* Task prompt: Down to the last line, restate the records word for word, but not the pictures.
== Source data
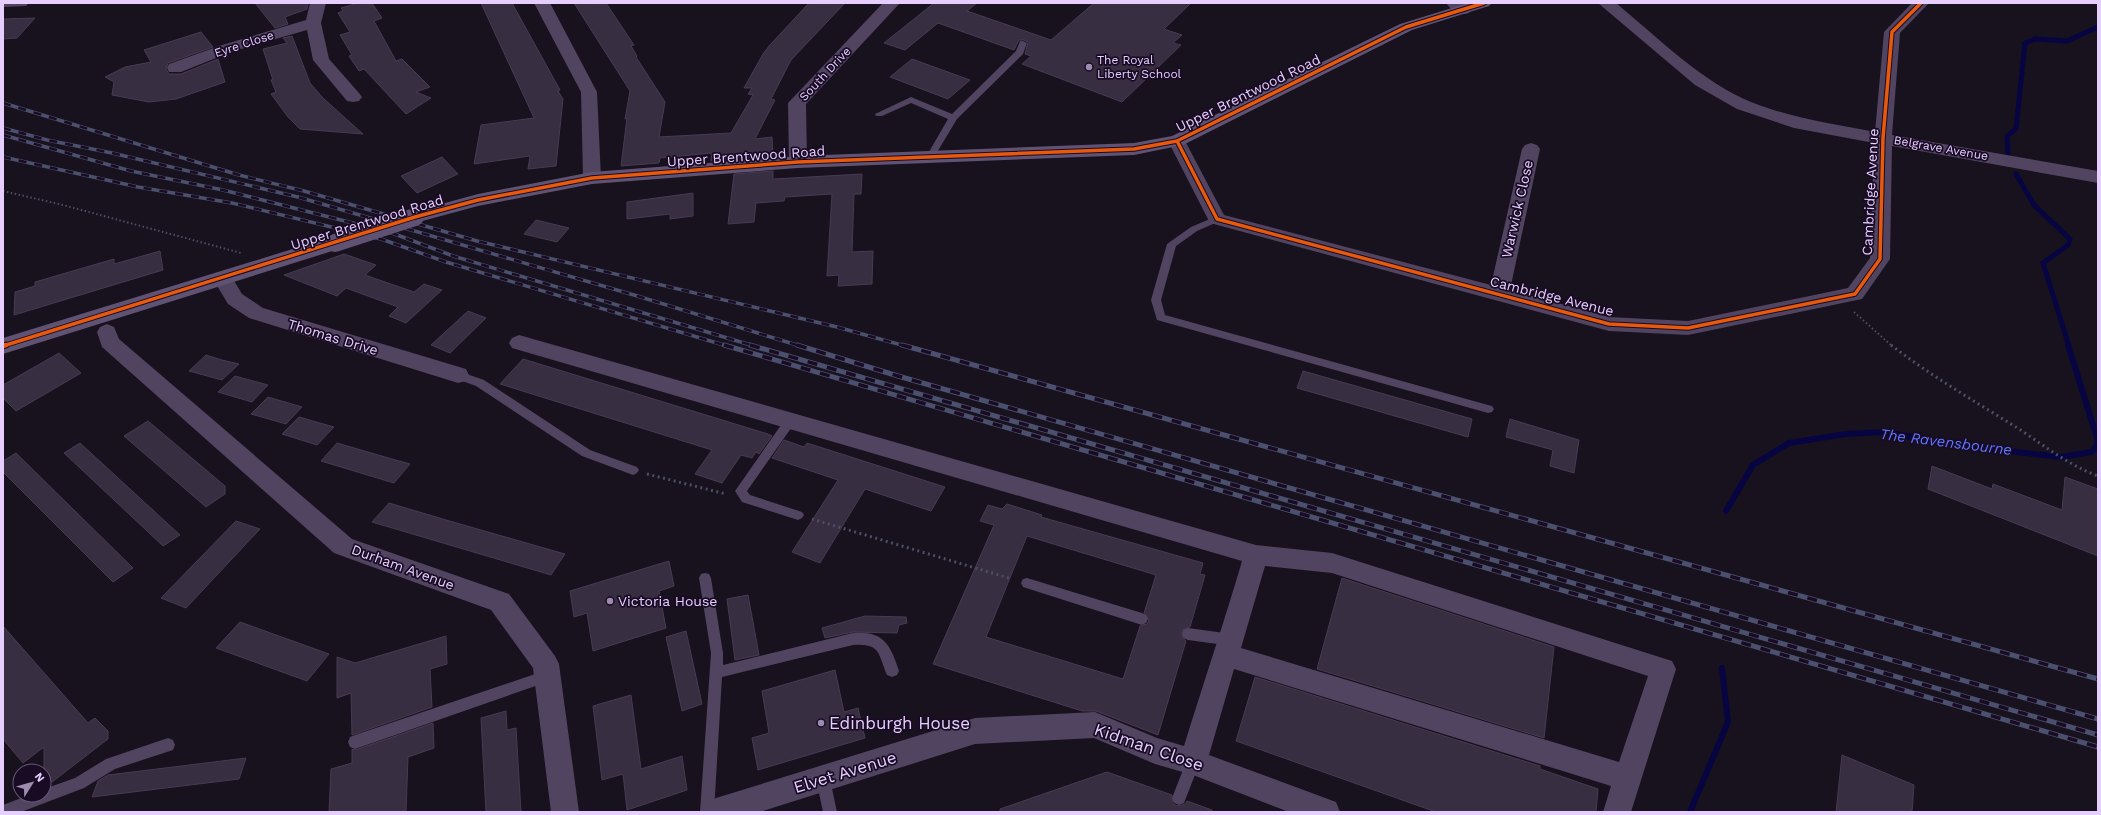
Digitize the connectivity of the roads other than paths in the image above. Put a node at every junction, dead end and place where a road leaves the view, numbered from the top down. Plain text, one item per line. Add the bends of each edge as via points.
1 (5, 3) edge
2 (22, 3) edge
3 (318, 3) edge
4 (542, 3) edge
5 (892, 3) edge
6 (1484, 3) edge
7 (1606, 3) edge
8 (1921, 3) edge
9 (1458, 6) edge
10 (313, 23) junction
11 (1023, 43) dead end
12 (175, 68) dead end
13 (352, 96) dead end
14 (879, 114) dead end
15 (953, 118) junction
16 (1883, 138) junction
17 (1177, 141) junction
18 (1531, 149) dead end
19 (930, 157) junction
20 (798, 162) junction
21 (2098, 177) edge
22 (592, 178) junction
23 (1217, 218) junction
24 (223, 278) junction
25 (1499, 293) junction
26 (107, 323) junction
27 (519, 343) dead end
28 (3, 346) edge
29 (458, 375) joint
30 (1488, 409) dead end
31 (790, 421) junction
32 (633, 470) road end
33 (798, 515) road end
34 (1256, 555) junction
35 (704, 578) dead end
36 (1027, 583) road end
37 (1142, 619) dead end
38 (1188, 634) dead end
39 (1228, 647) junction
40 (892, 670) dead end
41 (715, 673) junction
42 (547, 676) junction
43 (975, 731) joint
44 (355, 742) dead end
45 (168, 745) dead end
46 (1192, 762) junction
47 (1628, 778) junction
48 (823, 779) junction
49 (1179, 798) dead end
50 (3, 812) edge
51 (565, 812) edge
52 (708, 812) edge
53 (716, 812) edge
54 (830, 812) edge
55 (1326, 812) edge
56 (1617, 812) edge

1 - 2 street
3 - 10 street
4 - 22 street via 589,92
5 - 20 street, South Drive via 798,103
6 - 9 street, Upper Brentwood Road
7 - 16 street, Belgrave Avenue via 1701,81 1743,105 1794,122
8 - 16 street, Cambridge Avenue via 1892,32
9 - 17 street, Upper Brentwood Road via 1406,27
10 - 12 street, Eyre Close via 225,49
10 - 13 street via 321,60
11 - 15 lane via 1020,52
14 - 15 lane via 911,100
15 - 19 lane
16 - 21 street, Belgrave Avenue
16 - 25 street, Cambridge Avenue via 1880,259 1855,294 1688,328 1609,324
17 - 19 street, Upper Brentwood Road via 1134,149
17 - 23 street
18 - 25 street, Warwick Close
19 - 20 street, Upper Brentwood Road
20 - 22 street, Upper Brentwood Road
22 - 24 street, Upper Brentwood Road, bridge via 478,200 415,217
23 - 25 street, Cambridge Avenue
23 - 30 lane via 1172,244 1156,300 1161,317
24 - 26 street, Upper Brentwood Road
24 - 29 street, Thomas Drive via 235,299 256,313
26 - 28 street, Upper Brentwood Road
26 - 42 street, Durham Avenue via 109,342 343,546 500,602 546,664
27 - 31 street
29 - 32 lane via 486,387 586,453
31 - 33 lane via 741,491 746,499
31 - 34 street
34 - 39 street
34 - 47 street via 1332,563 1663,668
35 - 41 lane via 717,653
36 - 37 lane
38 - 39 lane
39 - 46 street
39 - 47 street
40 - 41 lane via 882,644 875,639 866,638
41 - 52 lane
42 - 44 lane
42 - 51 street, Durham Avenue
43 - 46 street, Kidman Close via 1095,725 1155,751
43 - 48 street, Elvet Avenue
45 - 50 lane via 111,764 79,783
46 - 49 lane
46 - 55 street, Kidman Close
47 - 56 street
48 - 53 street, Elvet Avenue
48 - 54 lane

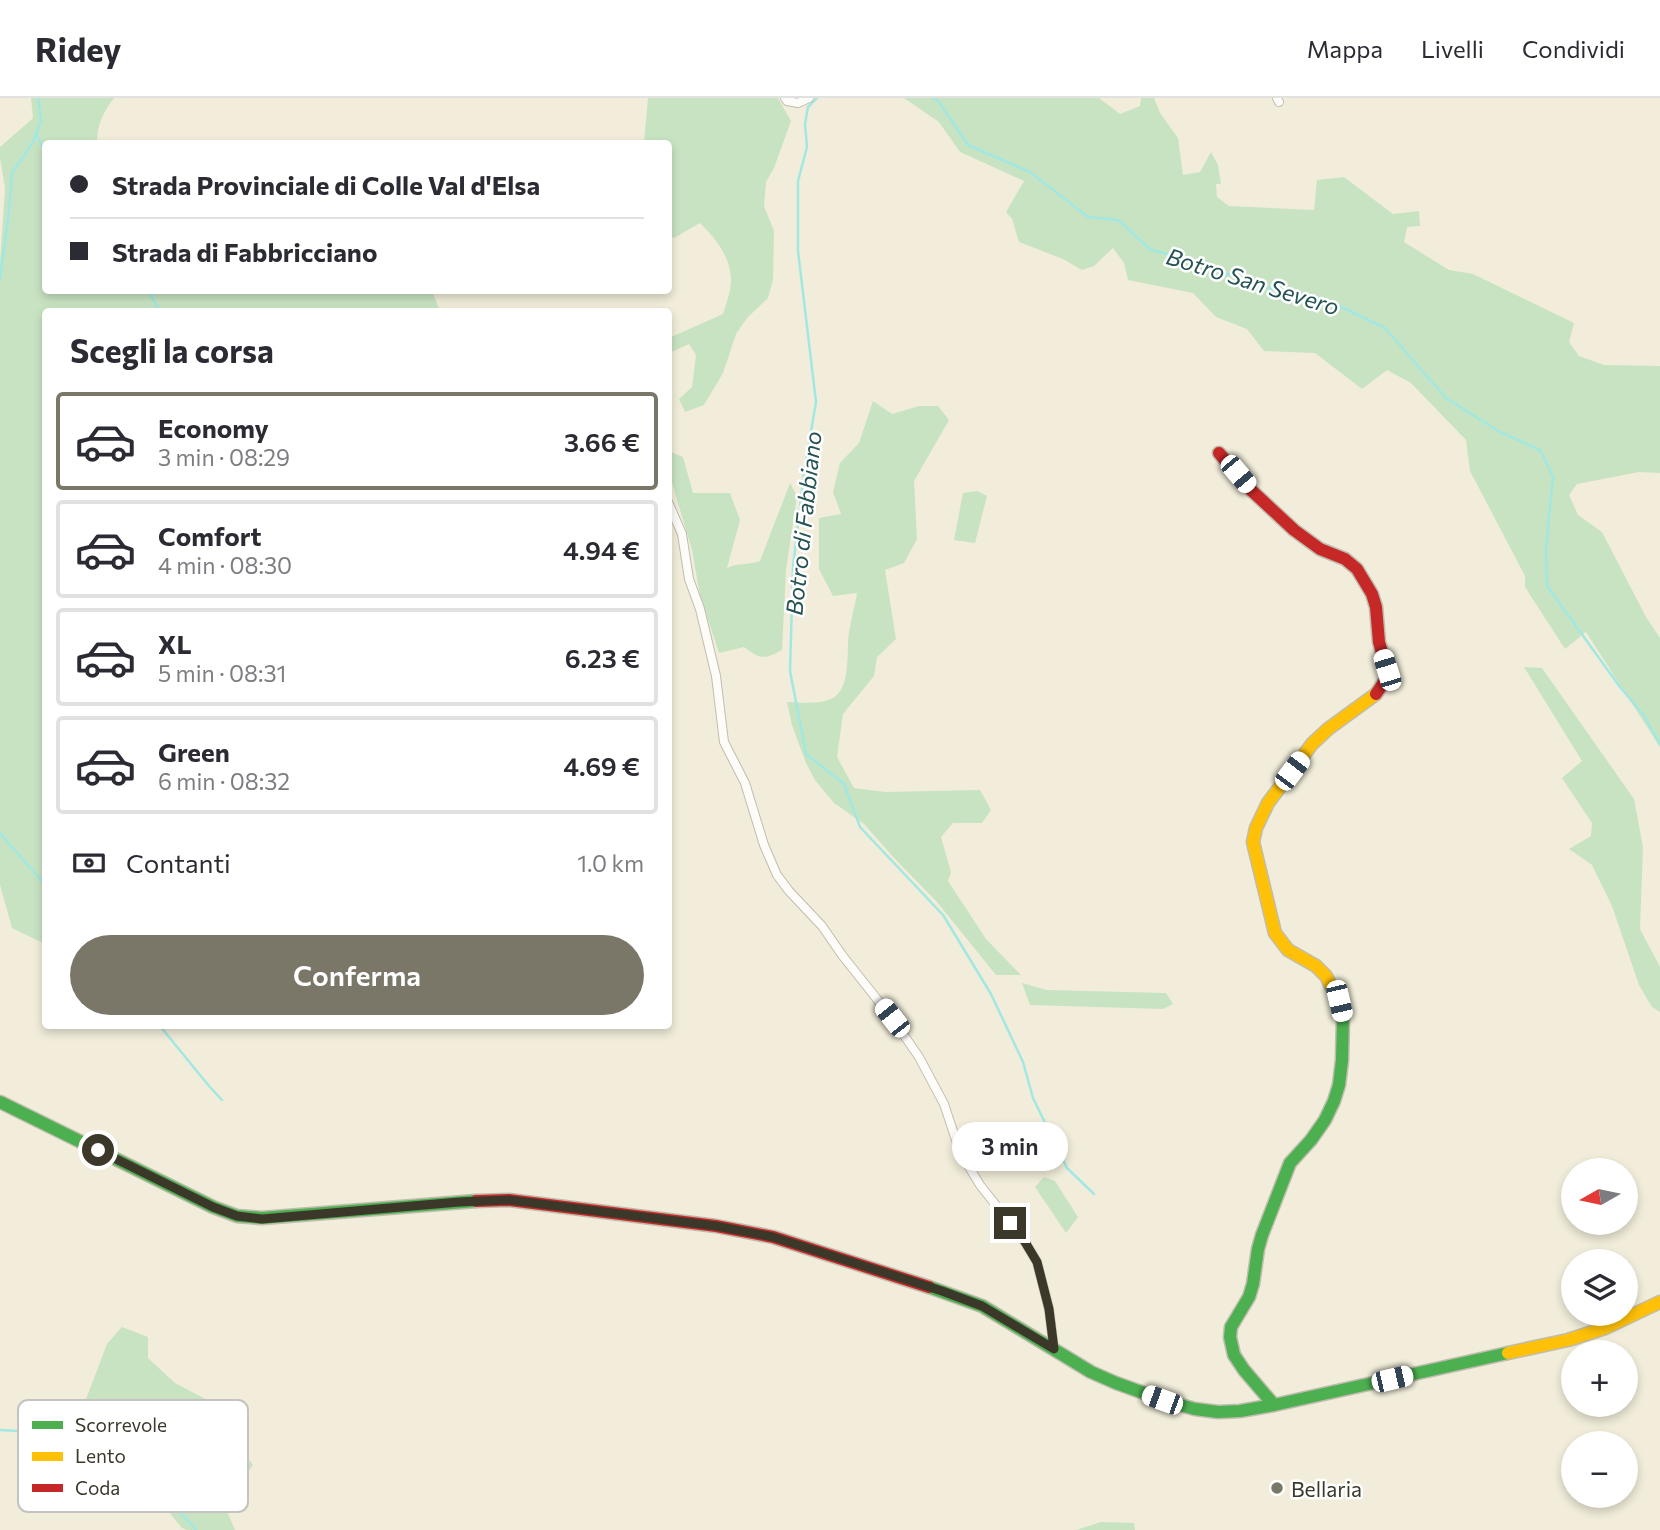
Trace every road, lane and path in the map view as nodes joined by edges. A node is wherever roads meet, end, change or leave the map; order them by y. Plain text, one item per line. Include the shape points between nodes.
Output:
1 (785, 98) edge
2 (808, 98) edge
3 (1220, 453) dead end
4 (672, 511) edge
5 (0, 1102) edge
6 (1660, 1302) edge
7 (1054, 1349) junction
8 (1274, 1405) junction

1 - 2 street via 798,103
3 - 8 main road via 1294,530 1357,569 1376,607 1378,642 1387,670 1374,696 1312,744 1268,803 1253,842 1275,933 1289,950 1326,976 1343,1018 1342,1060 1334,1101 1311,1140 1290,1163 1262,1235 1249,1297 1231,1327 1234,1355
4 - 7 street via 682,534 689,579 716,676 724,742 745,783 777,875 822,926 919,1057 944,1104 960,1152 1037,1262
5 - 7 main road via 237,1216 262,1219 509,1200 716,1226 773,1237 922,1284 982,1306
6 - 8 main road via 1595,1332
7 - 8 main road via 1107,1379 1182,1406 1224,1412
====
* Answer box:
Digitize the connectivity of the roads other than paths in the image above. Put a node at every junction, dead end and place where a road leaves the view, numbered from the top down. Plain text, one item per line. Add the bends of each edge as via points.
1 (5, 3) edge
2 (22, 3) edge
3 (318, 3) edge
4 (542, 3) edge
5 (892, 3) edge
6 (1484, 3) edge
7 (1606, 3) edge
8 (1921, 3) edge
9 (1458, 6) edge
10 (313, 23) junction
11 (1023, 43) dead end
12 (175, 68) dead end
13 (352, 96) dead end
14 (879, 114) dead end
15 (953, 118) junction
16 (1883, 138) junction
17 (1177, 141) junction
18 (1531, 149) dead end
19 (930, 157) junction
20 (798, 162) junction
21 (2098, 177) edge
22 (592, 178) junction
23 (1217, 218) junction
24 (223, 278) junction
25 (1499, 293) junction
26 (107, 323) junction
27 (519, 343) dead end
28 (3, 346) edge
29 (458, 375) joint
30 (1488, 409) dead end
31 (790, 421) junction
32 (633, 470) road end
33 (798, 515) road end
34 (1256, 555) junction
35 (704, 578) dead end
36 (1027, 583) road end
37 (1142, 619) dead end
38 (1188, 634) dead end
39 (1228, 647) junction
40 (892, 670) dead end
41 (715, 673) junction
42 (547, 676) junction
43 (975, 731) joint
44 (355, 742) dead end
45 (168, 745) dead end
46 (1192, 762) junction
47 (1628, 778) junction
48 (823, 779) junction
49 (1179, 798) dead end
50 (3, 812) edge
51 (565, 812) edge
52 (708, 812) edge
53 (716, 812) edge
54 (830, 812) edge
55 (1326, 812) edge
56 (1617, 812) edge

1 - 2 street
3 - 10 street
4 - 22 street via 589,92
5 - 20 street, South Drive via 798,103
6 - 9 street, Upper Brentwood Road
7 - 16 street, Belgrave Avenue via 1701,81 1743,105 1794,122
8 - 16 street, Cambridge Avenue via 1892,32
9 - 17 street, Upper Brentwood Road via 1406,27
10 - 12 street, Eyre Close via 225,49
10 - 13 street via 321,60
11 - 15 lane via 1020,52
14 - 15 lane via 911,100
15 - 19 lane
16 - 21 street, Belgrave Avenue
16 - 25 street, Cambridge Avenue via 1880,259 1855,294 1688,328 1609,324
17 - 19 street, Upper Brentwood Road via 1134,149
17 - 23 street
18 - 25 street, Warwick Close
19 - 20 street, Upper Brentwood Road
20 - 22 street, Upper Brentwood Road
22 - 24 street, Upper Brentwood Road, bridge via 478,200 415,217
23 - 25 street, Cambridge Avenue
23 - 30 lane via 1172,244 1156,300 1161,317
24 - 26 street, Upper Brentwood Road
24 - 29 street, Thomas Drive via 235,299 256,313
26 - 28 street, Upper Brentwood Road
26 - 42 street, Durham Avenue via 109,342 343,546 500,602 546,664
27 - 31 street
29 - 32 lane via 486,387 586,453
31 - 33 lane via 741,491 746,499
31 - 34 street
34 - 39 street
34 - 47 street via 1332,563 1663,668
35 - 41 lane via 717,653
36 - 37 lane
38 - 39 lane
39 - 46 street
39 - 47 street
40 - 41 lane via 882,644 875,639 866,638
41 - 52 lane
42 - 44 lane
42 - 51 street, Durham Avenue
43 - 46 street, Kidman Close via 1095,725 1155,751
43 - 48 street, Elvet Avenue
45 - 50 lane via 111,764 79,783
46 - 49 lane
46 - 55 street, Kidman Close
47 - 56 street
48 - 53 street, Elvet Avenue
48 - 54 lane

Trace every road, lane and path in the map view as nodes joined by edges. A node is wherever roads meet, end, change or leave the map; order them by y. Plain text, one item per line. Include the shape points between nodes.
Output:
1 (785, 98) edge
2 (808, 98) edge
3 (1220, 453) dead end
4 (672, 511) edge
5 (0, 1102) edge
6 (1660, 1302) edge
7 (1054, 1349) junction
8 (1274, 1405) junction

1 - 2 street via 798,103
3 - 8 main road via 1294,530 1357,569 1376,607 1378,642 1387,670 1374,696 1312,744 1268,803 1253,842 1275,933 1289,950 1326,976 1343,1018 1342,1060 1334,1101 1311,1140 1290,1163 1262,1235 1249,1297 1231,1327 1234,1355
4 - 7 street via 682,534 689,579 716,676 724,742 745,783 777,875 822,926 919,1057 944,1104 960,1152 1037,1262
5 - 7 main road via 237,1216 262,1219 509,1200 716,1226 773,1237 922,1284 982,1306
6 - 8 main road via 1595,1332
7 - 8 main road via 1107,1379 1182,1406 1224,1412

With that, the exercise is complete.